Tuesday, March 05, 2013

The 'anti-cult" movement and self-construction

The International Journal for the Study of New Religions had an interesting essay in Volume 3, No. 2 from 2012 that touched on the place of anti-cult movements in the process of disaffiliation from new religions. This essay dovetails with my own reflections on the efficacy of Evangelical counter-cult apologetic approaches and allegations of "effectiveness" in strategy. Here is the title and abstract:

"The Significance and Purpose of the 'Anti-Cult Movement' in Facilitating Disaffiliation From a New Religious Movement: Resources for Self-construction or a Justificatory Account" by Dominiek Coates 
The current study investigates the experiences of 23 former members of New Religious Movements (NRMs) or cults with anti-cult practices and discourses in Australia.
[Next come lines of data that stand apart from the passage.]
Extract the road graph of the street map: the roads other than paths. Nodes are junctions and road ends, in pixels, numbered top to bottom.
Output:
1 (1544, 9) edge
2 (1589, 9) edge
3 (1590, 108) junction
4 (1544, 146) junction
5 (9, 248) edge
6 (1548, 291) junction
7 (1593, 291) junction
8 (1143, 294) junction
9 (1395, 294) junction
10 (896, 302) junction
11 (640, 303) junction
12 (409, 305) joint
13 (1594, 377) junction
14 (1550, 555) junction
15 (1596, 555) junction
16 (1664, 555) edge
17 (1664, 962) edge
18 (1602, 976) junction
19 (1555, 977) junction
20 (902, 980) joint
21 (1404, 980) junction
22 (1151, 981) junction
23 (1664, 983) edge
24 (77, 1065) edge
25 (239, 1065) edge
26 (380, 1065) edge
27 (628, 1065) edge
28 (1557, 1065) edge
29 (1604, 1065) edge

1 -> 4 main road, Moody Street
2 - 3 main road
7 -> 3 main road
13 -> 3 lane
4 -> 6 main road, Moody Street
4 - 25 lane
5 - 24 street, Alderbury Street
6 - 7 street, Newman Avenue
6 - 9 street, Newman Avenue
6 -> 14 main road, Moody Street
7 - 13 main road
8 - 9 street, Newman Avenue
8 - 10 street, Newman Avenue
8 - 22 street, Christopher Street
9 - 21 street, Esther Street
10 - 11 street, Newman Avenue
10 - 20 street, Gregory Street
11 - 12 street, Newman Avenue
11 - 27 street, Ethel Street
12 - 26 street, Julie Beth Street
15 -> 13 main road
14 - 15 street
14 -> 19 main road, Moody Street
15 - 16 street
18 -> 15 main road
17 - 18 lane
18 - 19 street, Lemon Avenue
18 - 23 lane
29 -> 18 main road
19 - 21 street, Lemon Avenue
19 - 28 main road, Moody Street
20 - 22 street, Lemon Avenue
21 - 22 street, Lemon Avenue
All the participants in this study report some involvement with anti-cult practices and/or engagement with brainwashing explanations of NRM affiliations; however, they describe the significance of these anti-cult resources for their sense of self in different ways. The findings suggests that for some former members anti-cult resources, in particular the brainwashing discourses, merely served as a convenient account through which to explain or justify their former NRM affiliation and manage embarrassment or possible stigmatisation, while for others these resources served an important identity function at a time of loss and uncertainty. These participants describe their involvement with anti-cult practices as a much needed identity resource in which they could anchor their sense of self following the dramatic loss of identity associated with NRM disaffiliation. To make sense of the variations in the way in which anti-cult practices and discourses informed the participants” sense of self Symbolic Interactionist understandings of the self are applied. 
Translation: Anti-cult organizations provide a secular means by which the individual disaffiliating from a new religion can reduce their cognitive dissonance and construct a new sense of identity. In application to the Evangelical counter-cult an approach is used wherein brainwashing is eschewed (for the most part) in favor of theological narratives of false teaching and demonic ensnarement, whereby the rejection of former identity and teachings in a new religion, coupled with an embrace of new doctrines in an alternative religious community helps provide the formative elements of ongoing identity (re)construction.